La Cia: negli ultimi vent’anni si è speso moltissimo per gestire le conseguenze tragiche di alluvioni e frane, senza mai investire sul serio su politiche organiche di messa in sicurezza e tutela del territorio. Ora è tempo di invertire rotta e intervenire concretamente sui problemi legati al dissesto idrogeologico, che riguarda il 10% della superficie nazionale. Situazione grave nel Nord Italia, soprattutto in Liguria, dove i danni all’agricoltura sono già di decine di milioni di euro.
Il territorio italiano deve essere messo in sicurezza, senza ulteriori indugi da parte della politica, non solo per evitare il ripetersi di continue “emergenze maltempo”, purtroppo troppe volte con risvolti tragici, ma anche per una questione economica: non prevenire, infatti, è già costato al Paese 22 miliardi di euro negli ultimi vent’anni. Soltanto per riparare i danni causati da frane e alluvioni. Lo afferma la Cia-Confederazione italiana agricoltori.
E’ chiaro, quindi, che ora tocca invertire la rotta e, invece di gestire le conseguenze drammatiche del dissesto idrogeologico, investire sulla prevenzione e mettere in campo una vera politica organica di difesa e conservazione del suolo -evidenzia la Cia-. Finora troppo poco si è fatto per tutelare il territorio italiano dalla cementificazione sfrenata che ha cancellato in vent’anni oltre 2 milioni di ettari di terreno coltivato, lasciando spazio all’incuria, al degrado, all’abbandono da parte degli agricoltori, la cui opera di presidio e di manutenzione è fondamentale, soprattutto nelle aree marginali di collina e di montagna.
Per questo ora bisogna fare un deciso passo avanti -osserva la Cia-. Quanto sta succedendo in questi giorni, soprattutto in Liguria ma anche in Lombardia, Piemonte ed Emilia Romagna, deve far riflettere.

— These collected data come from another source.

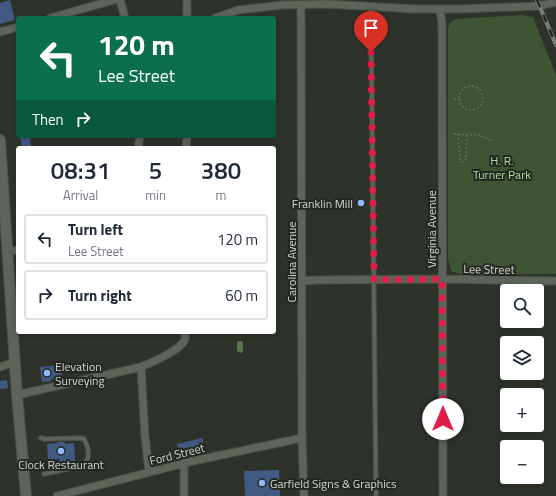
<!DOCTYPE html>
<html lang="en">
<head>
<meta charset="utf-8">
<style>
  body { margin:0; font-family:"Titillium Web",sans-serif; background:#f6f6f7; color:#1f2937; height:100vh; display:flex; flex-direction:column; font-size:15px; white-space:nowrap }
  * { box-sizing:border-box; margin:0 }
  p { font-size:13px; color:#747a83 }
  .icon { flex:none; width:22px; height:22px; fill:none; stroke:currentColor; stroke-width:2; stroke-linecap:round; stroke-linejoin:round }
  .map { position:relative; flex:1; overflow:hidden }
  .side { position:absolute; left:16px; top:146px; width:260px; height:188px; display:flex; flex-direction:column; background:#fff; border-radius:4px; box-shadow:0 2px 6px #0003 }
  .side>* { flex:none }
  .banner { position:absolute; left:16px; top:16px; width:260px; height:122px; border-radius:4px; box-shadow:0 2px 6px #0003; background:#0b6e4f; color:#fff; overflow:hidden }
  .buttons { position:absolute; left:500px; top:284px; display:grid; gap:8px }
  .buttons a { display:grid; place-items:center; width:44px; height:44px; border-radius:4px; background:#fff; box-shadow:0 2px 6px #0003; font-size:20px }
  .pin { position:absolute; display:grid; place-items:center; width:34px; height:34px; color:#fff; margin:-41px -17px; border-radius:50% 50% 50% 0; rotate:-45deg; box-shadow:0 0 4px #0007 }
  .pin .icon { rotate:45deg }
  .me { position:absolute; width:44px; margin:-22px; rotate:0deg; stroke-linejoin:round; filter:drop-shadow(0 0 3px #0008) }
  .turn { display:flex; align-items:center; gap:14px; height:84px; padding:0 16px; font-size:18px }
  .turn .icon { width:52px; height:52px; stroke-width:2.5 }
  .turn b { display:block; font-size:28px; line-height:34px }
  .then { display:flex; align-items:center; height:38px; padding:0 16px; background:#0003; gap:8px; font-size:15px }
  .eta { display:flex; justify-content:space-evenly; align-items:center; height:68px; text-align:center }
  .eta b { font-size:24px; font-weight:600; line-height:28px }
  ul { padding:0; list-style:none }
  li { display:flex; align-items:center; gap:12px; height:50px; margin:0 8px 6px; padding:0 8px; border:2px solid #e0e1e3; border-radius:4px }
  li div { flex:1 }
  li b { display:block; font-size:15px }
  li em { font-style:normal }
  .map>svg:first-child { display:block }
  .green { fill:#3e5433 }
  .water { fill:#58744a }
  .building { fill:#425982 }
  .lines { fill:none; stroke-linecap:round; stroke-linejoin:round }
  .lane-casing { stroke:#4a4f48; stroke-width:5.5 }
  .street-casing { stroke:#4a4f48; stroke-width:9 }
  .secondary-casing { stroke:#4a4f48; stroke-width:12 }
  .path { stroke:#666c64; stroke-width:1.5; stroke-dasharray:2 2; stroke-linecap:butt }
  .lane { stroke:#5d645a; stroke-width:3.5 }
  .street { stroke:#5d645a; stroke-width:7 }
  .secondary { stroke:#5d645a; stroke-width:10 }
  .rail-casing { stroke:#797f77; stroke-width:4 }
  .rail { stroke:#232921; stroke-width:2.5; stroke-dasharray:8; stroke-linecap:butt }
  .route { stroke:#e11d48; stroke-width:7; stroke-dasharray:0 12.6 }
  .poi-dot { fill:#90b8fd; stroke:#232921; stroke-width:1.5 }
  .labels { text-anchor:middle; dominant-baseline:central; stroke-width:4; stroke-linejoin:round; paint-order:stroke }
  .park-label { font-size:12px; fill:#b1df9c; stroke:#232921 }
  .poi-label { font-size:12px; fill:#d2d6d1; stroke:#232921; text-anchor:start }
  .street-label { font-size:12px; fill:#d2d6d1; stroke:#232921 }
</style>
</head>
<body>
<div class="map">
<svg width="556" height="496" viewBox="0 0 556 496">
  <rect width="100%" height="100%" fill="#2d332a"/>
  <path class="green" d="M523,15L533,17L556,75V274L464,275L451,271L448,258V30L449,23L455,19Z"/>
  <path class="water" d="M238,341H242L243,343V351L241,353L237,351V342Z"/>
  <path class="building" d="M10,0L15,20L0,24V3Z
    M20,136H30L31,147L22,148Z
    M61,365L62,378L51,379V381L42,382L40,367Z
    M7,380L8,388L0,389V381Z
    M202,438L206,452L157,465L154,456L179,450L177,444Z
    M57,442H65V444L74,443L75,461L60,462L59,459H48L47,444L57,443Z
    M279,470L280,496H245L244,471Z"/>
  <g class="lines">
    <defs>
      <path id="lane" d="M371,7L376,496
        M41,438L45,439L80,438L84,439C89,448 91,459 82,466L44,474"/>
      <path id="street" d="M120,0L125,18
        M187,0V18
        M301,5L302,438L304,496
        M440,9L442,24L443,496
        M50,18L114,0
        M215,18L238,10L282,5L326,4L416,9H461L539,6L556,2
        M0,32L18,27
        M138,148L140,136
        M186,148L187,136
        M8,252L18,250
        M302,281L318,280L442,279L556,281
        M0,367L15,362
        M141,367L145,436L149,472
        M17,395L141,367C151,363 180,350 184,341C186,338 185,335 185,332
        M184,463V496
        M57,496L193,461L302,438"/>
      <path id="secondary" d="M0,140L17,395L26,496"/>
    </defs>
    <use href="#lane" class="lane-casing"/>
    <use href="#street" class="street-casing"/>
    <use href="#secondary" class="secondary-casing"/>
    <path class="path" d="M459 98a12 12 0 1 1 24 0a12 12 0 1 1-24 0Z
      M454,99H459
      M454,134L480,135L492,141
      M458,134L460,160L462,162L466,159L467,134"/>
    <use href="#lane" class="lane"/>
    <use href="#street" class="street"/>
    <use href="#secondary" class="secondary"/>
    <defs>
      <path id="rail" d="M537,0L556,45"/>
    </defs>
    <use href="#rail" class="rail-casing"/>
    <use href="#rail" class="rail"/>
  </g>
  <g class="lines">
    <path class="route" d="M371,52L374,280L442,279L443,419"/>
  </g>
  <g class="poi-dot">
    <circle cx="361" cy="203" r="4"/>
    <circle cx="47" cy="373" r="4"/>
    <circle cx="61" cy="451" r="4"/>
    <circle cx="262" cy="483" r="4"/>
  </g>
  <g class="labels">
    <g class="park-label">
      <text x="502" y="160">H. R.<tspan x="502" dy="14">Turner Park</tspan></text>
    </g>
    <g class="poi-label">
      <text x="353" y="203" text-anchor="end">Franklin Mill</text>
      <text x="55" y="366">Elevation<tspan x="55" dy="14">Surveying</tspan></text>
      <text x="61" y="464" text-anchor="middle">Clock Restaurant</text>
      <text x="270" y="483">Garfield Signs &amp; Graphics</text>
    </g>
    <g class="street-label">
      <text transform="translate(431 229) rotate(-90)">Virginia Avenue</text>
      <text transform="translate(291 262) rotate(-90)">Carolina Avenue</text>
      <text transform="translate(489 269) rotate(1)">Lee Street</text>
      <text transform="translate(177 454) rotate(-14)">Ford Street</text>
    </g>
  </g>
</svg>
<div class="buttons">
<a><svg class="icon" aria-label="search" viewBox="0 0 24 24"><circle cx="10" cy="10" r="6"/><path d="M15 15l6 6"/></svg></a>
<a><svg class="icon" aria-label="layers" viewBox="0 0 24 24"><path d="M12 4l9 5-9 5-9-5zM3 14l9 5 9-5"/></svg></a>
<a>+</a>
<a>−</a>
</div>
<div class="pin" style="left:371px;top:52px;background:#d93025"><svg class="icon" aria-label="arrive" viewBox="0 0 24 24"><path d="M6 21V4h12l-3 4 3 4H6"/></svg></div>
<svg class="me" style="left:443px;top:419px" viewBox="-20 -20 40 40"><circle r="19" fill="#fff"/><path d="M0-13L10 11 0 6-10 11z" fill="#e11d48"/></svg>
<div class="banner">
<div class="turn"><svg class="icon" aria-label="left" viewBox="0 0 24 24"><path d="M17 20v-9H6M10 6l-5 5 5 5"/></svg><div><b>120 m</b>Lee Street</div></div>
<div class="then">Then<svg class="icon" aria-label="right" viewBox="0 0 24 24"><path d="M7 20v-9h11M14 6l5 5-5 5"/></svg></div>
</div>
<section class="side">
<div class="eta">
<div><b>08:31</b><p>Arrival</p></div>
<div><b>5</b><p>min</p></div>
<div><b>380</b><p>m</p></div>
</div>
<ul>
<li><svg class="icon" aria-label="left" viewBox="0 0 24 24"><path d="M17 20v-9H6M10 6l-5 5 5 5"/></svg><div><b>Turn left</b><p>Lee Street</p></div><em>120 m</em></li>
<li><svg class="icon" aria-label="right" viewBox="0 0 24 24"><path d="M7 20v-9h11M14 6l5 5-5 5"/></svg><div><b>Turn right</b></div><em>60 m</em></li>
</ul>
</section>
</div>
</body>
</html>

Ci sono già danni e perdite per decine di milioni di euro solo nel settore agricolo: spazzate via le coltivazioni di una parte vastissima della Piana Albenganese, migliaia di vasi trascinati dalla furia delle acque, coltivazioni di aromatiche, piante fiorite sommerse, serre e magazzini invasi dall’acqua e dal fango. Aumentano i timori anche per vigneti e oliveti pregiati e sale il pericolo di sempre nuovi smottamenti, perché un terreno zuppo, ormai impossibilitato a drenare le precipitazioni, è sempre più frequentemente oggetto di frane, anche di dimensioni enormi.
Insomma, non c’è più tempo da perdere: servono adeguate politiche di prevenzione del territorio, a cui affiancare una puntuale azione di vigilanza e controllo delle situazioni a rischio che deve coinvolgere necessariamente gli agricoltori (conclude la Cia). Non si deve mai dimenticare che oggi il rischio idrogeologico in Italia coinvolge il 10 per cento circa della superficie nazionale e riguarda 6.633 comuni. Vuol dire che quasi un cittadino su dieci si trova in aree esposte al pericolo di alluvioni e valanghe.